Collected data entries
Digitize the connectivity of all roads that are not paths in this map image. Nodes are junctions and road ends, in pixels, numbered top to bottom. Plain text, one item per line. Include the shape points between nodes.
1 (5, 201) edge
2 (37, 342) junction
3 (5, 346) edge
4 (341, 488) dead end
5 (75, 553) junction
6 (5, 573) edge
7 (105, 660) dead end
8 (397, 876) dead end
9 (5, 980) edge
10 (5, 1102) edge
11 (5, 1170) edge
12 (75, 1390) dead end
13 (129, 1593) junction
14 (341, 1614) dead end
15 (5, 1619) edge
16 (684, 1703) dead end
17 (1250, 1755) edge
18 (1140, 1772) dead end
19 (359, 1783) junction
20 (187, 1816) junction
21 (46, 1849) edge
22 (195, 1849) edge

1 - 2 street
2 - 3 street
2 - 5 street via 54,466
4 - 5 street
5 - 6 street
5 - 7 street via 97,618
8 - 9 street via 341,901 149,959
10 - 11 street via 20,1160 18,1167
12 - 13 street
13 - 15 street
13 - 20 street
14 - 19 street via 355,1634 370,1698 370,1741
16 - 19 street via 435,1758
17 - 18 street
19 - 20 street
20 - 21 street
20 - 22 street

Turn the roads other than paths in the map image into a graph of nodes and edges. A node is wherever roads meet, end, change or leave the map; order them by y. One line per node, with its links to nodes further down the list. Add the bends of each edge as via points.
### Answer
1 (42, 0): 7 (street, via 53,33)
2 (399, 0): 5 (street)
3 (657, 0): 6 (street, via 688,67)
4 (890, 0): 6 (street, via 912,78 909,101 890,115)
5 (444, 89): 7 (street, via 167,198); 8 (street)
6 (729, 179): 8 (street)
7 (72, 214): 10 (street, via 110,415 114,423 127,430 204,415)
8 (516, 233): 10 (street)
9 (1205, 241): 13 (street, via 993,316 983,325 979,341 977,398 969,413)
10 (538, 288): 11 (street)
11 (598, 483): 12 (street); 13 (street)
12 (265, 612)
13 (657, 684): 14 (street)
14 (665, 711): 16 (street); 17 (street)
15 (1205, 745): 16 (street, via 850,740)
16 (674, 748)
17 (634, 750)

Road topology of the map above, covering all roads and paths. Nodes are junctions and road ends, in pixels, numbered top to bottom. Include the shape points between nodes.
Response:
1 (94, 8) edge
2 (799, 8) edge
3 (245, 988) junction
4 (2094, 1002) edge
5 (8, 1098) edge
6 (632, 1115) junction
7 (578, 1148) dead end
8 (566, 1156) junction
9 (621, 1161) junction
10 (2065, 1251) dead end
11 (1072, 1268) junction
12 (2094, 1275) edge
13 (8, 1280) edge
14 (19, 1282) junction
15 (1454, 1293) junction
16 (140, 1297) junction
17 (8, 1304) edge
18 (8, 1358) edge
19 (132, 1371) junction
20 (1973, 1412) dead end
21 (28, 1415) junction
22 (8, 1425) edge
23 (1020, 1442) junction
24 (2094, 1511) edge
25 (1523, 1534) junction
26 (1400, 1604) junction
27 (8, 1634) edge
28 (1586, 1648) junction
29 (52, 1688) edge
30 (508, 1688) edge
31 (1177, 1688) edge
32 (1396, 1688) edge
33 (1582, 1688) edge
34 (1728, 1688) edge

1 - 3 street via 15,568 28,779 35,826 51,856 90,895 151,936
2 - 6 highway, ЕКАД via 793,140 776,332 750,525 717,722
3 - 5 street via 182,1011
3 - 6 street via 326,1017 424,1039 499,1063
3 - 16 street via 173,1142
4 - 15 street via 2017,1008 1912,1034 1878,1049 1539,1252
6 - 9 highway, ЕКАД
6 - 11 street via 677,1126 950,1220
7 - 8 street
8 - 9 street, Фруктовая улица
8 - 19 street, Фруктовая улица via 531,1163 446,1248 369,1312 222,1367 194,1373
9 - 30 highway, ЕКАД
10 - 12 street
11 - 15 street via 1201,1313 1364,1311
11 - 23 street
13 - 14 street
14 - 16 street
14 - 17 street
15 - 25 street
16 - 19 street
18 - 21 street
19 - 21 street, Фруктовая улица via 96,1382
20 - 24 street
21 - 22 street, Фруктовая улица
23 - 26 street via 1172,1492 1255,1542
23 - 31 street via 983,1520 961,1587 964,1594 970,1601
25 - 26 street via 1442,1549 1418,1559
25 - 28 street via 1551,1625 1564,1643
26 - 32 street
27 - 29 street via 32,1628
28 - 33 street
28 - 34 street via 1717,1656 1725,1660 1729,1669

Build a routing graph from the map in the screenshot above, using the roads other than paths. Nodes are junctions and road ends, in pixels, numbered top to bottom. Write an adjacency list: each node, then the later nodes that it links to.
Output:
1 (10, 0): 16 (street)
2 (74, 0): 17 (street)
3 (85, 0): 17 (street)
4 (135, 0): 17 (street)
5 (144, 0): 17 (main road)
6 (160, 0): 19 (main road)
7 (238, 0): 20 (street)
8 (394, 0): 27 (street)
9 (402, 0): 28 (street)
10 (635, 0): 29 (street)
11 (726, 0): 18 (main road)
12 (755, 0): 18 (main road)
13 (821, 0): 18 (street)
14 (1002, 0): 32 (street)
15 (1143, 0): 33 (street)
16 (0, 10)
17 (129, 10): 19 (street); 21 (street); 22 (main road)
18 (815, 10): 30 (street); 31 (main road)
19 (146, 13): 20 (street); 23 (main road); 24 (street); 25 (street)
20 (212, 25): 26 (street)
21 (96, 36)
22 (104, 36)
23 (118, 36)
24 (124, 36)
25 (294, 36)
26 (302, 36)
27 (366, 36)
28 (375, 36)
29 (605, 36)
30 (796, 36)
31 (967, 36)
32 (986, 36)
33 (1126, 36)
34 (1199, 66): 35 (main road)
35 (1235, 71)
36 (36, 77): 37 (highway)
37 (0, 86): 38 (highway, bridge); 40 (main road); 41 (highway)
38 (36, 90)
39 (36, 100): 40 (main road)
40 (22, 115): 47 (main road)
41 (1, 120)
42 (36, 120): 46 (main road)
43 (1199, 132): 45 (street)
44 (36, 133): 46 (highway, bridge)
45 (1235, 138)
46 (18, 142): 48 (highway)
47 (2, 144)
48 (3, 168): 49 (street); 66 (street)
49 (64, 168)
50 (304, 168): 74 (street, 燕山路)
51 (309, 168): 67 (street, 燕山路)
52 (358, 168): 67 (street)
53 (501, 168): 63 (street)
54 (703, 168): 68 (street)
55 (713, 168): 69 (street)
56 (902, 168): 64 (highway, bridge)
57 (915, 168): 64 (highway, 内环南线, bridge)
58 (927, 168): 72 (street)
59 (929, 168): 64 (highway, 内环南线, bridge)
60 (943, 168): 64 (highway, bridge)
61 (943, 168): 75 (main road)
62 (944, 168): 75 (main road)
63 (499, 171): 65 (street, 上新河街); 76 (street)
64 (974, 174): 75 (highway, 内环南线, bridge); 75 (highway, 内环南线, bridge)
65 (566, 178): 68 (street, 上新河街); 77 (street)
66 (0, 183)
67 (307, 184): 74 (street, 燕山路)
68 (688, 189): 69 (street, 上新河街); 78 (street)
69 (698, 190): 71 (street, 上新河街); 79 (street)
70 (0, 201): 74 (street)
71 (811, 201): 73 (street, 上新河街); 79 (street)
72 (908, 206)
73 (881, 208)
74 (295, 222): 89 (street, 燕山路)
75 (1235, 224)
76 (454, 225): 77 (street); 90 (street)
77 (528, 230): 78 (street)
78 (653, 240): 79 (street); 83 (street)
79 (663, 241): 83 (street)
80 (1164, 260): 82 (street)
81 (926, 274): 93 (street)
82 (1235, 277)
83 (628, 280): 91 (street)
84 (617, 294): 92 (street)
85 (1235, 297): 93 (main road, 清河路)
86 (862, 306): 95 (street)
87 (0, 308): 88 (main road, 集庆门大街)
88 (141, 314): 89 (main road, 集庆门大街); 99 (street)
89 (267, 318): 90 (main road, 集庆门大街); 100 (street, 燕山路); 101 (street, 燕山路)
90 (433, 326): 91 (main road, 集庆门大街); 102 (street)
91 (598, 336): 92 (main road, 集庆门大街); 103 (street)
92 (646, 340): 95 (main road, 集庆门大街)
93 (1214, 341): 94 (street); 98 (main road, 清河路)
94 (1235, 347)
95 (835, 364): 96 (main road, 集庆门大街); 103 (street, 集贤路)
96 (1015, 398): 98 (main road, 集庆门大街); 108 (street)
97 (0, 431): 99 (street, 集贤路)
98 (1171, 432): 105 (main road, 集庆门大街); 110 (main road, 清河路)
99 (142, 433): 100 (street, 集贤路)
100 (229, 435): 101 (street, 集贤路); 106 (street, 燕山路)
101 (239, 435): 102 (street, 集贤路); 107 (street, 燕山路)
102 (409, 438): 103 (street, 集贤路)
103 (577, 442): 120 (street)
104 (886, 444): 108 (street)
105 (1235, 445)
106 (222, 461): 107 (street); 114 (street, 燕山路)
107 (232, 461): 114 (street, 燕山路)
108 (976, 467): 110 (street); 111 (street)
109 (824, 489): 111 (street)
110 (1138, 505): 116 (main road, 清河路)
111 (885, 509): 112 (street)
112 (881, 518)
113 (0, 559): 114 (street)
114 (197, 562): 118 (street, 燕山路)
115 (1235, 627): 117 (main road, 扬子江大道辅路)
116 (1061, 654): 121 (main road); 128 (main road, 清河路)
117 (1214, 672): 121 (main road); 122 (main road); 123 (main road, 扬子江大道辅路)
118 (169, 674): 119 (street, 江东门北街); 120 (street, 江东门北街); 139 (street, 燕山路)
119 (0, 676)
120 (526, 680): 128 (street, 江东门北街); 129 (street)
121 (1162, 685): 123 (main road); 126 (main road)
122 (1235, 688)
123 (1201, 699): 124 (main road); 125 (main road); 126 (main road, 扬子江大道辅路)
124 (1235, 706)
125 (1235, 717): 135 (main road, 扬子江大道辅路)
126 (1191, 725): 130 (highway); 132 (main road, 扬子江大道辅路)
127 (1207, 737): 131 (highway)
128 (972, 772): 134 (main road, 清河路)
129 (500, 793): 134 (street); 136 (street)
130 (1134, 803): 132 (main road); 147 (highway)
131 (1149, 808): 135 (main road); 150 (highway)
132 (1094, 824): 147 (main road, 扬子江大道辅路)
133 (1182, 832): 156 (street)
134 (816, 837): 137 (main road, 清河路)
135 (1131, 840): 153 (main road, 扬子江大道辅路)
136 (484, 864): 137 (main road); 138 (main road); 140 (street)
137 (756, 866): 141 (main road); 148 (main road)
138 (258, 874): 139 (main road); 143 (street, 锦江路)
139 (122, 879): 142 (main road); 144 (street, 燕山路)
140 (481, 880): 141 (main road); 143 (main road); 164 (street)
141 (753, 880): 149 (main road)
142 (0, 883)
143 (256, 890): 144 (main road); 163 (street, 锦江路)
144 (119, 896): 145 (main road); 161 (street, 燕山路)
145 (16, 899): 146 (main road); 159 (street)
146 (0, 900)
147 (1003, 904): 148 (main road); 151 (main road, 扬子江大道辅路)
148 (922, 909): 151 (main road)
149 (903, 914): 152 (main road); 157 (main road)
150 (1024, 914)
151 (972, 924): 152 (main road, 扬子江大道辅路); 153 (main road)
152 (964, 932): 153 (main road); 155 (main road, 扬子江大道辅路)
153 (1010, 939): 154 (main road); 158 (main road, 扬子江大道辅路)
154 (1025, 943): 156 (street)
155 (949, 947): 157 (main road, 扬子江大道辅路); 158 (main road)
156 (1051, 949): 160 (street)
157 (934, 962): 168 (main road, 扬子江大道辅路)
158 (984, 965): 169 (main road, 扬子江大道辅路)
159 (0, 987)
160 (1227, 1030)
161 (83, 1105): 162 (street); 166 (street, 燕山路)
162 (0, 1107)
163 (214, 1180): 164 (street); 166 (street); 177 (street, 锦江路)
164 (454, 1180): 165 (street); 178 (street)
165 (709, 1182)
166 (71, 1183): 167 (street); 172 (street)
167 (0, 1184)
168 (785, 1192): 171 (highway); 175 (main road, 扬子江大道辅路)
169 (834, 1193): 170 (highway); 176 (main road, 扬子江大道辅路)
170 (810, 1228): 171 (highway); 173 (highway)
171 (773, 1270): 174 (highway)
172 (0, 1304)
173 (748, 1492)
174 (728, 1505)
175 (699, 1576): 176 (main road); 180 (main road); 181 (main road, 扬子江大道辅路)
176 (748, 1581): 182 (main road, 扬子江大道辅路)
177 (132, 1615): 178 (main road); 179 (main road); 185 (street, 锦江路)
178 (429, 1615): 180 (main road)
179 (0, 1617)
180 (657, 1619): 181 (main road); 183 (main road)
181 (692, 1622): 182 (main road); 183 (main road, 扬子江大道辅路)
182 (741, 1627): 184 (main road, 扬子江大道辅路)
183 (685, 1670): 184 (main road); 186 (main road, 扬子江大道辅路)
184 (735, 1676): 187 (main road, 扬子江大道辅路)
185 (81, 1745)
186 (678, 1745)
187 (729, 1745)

Task goal:
Only lines with the word "between" are wanted. Find and copy them from the records above.

Answer below:
Digitize the connectivity of all roads that are not paths in this map image. Nodes are junctions and road ends, in pixels, numbered top to bottom. Plain text, one item per line. Include the shape points between nodes.
Road topology of the map above, covering all roads and paths. Nodes are junctions and road ends, in pixels, numbered top to bottom. Include the shape points between nodes.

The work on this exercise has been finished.